→ Exercise
Go through the records and copy each line where the word "screenshot" occurs.

→ Raw data
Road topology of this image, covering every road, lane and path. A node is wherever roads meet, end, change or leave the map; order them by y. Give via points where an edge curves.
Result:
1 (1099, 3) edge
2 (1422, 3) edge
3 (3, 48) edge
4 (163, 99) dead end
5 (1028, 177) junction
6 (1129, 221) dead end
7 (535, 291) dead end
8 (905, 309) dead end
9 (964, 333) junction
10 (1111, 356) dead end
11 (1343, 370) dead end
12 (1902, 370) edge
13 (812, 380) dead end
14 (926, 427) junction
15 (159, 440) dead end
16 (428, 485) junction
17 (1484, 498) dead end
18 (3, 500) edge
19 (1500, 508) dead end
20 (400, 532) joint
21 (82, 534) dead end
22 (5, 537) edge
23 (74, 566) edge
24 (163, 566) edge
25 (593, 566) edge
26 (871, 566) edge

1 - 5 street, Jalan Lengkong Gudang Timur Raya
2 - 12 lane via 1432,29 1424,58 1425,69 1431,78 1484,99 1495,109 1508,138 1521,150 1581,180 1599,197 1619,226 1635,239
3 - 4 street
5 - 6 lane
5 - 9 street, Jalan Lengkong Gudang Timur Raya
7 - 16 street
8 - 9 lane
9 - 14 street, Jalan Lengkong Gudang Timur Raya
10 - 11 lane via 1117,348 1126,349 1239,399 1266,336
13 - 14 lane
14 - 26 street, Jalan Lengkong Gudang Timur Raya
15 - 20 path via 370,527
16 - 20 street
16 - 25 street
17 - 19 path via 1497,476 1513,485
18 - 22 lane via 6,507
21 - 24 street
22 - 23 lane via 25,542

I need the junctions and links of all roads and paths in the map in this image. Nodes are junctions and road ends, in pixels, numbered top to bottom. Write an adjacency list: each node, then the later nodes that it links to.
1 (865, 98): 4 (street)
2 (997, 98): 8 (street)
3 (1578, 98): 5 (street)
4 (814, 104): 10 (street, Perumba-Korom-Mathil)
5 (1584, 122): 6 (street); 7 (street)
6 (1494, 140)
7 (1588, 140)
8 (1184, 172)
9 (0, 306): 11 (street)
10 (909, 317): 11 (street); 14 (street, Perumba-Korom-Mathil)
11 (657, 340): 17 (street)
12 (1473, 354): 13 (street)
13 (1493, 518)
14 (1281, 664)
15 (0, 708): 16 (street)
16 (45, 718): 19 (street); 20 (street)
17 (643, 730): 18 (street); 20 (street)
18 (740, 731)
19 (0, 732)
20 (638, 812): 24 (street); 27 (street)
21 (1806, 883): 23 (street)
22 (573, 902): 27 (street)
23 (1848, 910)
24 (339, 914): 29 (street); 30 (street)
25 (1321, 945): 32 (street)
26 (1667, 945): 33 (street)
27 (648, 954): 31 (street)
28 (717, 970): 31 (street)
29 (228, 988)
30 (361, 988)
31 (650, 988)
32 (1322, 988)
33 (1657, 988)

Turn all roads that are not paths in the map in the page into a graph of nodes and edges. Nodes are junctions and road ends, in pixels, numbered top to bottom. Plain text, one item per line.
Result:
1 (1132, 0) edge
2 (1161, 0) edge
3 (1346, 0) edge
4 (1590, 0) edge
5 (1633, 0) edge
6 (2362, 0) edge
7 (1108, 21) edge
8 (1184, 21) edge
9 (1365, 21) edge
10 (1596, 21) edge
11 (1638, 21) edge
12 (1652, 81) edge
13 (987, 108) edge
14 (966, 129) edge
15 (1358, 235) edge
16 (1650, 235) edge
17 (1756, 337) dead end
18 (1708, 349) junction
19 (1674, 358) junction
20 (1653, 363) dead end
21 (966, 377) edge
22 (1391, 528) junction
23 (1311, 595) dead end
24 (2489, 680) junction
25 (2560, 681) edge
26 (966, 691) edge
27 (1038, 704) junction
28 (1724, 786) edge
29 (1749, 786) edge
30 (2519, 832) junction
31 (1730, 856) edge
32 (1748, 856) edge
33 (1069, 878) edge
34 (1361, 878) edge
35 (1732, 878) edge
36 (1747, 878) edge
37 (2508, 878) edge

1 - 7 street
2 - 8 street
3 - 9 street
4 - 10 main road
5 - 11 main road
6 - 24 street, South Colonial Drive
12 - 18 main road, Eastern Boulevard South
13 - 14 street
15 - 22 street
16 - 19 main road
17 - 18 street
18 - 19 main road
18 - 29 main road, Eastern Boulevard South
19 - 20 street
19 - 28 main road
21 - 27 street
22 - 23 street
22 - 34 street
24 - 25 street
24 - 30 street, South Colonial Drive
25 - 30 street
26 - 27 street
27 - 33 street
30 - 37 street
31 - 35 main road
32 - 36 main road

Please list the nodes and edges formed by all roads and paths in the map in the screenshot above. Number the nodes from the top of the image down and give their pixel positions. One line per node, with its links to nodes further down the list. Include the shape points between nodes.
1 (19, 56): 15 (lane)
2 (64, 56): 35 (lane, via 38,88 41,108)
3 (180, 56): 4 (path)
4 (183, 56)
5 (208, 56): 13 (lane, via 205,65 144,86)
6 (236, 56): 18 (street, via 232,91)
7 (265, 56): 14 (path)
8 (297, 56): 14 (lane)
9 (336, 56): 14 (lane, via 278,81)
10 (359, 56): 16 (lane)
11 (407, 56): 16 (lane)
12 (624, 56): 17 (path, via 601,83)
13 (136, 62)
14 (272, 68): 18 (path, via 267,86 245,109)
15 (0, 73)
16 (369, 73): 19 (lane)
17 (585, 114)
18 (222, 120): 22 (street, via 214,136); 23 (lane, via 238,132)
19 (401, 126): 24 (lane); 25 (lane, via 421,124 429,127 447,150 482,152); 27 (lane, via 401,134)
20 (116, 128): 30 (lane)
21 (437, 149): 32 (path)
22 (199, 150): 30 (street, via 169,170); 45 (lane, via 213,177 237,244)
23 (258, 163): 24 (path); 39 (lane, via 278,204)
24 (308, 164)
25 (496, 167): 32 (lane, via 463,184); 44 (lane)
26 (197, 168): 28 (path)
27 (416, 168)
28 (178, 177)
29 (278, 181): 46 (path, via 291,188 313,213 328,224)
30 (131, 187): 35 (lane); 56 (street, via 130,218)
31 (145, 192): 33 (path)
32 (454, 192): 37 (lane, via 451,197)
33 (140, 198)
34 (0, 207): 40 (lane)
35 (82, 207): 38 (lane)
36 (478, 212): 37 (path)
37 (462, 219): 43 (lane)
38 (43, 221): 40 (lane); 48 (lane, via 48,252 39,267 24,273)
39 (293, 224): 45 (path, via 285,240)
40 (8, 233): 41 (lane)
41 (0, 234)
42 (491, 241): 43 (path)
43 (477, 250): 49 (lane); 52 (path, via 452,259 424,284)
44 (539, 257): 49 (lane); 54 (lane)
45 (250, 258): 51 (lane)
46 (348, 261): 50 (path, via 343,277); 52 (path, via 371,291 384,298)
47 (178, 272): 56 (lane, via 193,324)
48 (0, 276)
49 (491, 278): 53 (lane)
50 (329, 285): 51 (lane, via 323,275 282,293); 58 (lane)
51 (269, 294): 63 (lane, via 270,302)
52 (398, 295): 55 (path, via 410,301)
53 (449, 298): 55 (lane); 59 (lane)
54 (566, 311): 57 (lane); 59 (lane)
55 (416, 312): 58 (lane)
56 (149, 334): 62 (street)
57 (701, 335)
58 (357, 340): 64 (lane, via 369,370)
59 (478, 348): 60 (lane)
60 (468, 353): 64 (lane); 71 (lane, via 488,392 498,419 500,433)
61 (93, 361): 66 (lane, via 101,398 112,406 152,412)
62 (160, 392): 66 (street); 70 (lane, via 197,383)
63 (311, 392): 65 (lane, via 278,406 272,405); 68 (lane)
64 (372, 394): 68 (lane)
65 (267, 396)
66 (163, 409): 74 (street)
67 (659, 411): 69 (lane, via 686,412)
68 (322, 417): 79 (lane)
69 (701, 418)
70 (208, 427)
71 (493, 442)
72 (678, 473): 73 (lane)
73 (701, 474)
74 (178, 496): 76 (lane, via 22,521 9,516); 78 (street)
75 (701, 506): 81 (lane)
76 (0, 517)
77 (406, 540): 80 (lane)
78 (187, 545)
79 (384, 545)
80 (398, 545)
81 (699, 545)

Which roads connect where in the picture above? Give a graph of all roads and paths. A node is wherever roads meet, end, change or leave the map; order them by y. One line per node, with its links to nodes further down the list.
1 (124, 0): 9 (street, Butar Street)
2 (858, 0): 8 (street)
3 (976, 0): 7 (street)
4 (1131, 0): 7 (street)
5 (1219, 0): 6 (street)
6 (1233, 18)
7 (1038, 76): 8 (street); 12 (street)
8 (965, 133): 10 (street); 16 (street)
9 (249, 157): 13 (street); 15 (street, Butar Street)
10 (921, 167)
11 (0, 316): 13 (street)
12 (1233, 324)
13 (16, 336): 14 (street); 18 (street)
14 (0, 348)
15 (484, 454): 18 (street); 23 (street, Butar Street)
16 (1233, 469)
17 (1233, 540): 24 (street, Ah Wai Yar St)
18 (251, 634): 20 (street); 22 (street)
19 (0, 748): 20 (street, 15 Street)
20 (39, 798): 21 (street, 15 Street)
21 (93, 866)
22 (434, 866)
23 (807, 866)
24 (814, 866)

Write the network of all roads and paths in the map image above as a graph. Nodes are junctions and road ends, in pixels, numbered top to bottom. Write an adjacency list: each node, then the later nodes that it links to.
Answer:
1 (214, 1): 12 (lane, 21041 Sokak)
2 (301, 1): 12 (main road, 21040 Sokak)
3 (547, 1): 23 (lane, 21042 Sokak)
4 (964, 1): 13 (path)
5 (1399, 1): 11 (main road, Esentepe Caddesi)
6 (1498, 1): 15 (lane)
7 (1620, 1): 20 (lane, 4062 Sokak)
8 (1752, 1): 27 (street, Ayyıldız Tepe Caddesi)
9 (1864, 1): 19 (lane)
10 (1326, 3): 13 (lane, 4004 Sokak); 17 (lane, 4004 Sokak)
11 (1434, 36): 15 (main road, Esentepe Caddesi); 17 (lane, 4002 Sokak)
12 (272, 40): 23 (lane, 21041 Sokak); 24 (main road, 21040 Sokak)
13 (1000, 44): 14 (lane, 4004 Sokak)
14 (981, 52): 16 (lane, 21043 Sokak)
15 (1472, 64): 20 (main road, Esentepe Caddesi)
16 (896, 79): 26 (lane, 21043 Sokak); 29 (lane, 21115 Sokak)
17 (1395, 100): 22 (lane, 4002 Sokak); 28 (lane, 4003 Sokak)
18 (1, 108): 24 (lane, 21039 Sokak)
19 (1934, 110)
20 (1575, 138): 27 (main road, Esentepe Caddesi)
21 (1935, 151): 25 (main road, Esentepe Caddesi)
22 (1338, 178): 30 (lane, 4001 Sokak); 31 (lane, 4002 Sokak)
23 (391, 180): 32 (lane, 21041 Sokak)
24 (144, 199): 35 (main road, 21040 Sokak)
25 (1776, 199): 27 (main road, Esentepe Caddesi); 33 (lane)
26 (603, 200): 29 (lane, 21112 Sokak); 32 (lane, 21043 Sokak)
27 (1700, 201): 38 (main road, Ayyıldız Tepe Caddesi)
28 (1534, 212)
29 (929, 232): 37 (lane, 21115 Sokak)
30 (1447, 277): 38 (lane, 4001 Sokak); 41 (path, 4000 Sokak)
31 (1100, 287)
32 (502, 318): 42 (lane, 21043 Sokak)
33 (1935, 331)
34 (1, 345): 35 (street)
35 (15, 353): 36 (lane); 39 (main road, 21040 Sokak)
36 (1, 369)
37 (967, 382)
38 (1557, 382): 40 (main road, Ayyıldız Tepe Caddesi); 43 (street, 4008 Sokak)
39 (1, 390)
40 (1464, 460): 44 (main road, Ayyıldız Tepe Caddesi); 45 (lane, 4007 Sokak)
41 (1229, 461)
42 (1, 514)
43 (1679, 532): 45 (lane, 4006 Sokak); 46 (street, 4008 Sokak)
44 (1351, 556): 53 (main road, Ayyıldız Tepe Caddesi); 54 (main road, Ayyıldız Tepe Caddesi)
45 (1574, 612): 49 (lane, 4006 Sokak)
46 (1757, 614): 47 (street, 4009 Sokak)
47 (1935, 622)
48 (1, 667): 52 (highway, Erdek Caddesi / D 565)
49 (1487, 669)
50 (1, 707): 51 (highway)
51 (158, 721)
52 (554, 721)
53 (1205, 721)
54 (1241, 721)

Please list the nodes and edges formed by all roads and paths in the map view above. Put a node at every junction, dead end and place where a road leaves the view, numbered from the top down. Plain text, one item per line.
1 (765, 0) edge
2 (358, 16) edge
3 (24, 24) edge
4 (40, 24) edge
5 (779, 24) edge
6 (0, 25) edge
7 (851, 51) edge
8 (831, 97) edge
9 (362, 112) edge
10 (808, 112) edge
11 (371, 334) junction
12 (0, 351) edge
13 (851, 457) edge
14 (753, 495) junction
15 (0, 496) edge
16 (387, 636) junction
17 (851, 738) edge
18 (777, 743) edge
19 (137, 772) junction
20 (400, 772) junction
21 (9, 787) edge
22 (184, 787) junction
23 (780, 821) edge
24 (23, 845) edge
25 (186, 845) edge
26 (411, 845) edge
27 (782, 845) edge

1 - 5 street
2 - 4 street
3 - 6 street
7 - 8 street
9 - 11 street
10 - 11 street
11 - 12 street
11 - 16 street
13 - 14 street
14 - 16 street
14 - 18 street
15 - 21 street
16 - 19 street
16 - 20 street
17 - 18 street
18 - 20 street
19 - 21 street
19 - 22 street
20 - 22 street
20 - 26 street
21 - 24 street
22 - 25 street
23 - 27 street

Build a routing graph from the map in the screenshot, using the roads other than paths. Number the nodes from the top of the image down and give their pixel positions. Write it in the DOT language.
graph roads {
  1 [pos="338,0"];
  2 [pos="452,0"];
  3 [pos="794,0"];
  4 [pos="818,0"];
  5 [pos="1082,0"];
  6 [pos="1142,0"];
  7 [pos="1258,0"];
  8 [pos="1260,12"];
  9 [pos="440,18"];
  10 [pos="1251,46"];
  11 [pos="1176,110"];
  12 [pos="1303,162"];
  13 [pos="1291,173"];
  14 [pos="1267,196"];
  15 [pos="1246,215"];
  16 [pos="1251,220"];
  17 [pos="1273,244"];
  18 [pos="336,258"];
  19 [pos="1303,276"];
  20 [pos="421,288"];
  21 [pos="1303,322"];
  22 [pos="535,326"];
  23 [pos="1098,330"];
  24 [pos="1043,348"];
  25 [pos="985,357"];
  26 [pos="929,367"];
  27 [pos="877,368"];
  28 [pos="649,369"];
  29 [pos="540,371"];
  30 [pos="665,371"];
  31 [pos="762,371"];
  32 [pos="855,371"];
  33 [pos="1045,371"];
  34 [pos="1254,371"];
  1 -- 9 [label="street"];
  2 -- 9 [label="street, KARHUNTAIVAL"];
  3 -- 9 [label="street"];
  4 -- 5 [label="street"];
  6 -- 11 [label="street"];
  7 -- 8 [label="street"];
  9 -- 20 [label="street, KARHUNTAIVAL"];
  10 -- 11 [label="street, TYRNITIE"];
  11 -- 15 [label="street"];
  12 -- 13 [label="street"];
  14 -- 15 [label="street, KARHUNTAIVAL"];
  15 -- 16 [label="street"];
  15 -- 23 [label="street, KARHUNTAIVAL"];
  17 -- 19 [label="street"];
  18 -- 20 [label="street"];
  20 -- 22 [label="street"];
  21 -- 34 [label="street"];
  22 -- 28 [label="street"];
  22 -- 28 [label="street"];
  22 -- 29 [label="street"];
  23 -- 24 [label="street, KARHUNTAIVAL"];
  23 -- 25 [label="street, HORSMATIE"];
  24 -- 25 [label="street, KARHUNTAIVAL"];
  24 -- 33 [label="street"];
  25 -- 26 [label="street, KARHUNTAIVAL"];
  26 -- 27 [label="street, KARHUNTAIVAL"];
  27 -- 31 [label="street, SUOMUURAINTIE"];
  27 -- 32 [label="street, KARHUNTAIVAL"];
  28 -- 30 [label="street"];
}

→ Exercise response
Please list the nodes and edges formed by all roads and paths in the map in the screenshot above. Number the nodes from the top of the image down and give their pixel positions. One line per node, with its links to nodes further down the list. Include the shape points between nodes.
Build a routing graph from the map in the screenshot, using the roads other than paths. Number the nodes from the top of the image down and give their pixel positions. Write it in the DOT language.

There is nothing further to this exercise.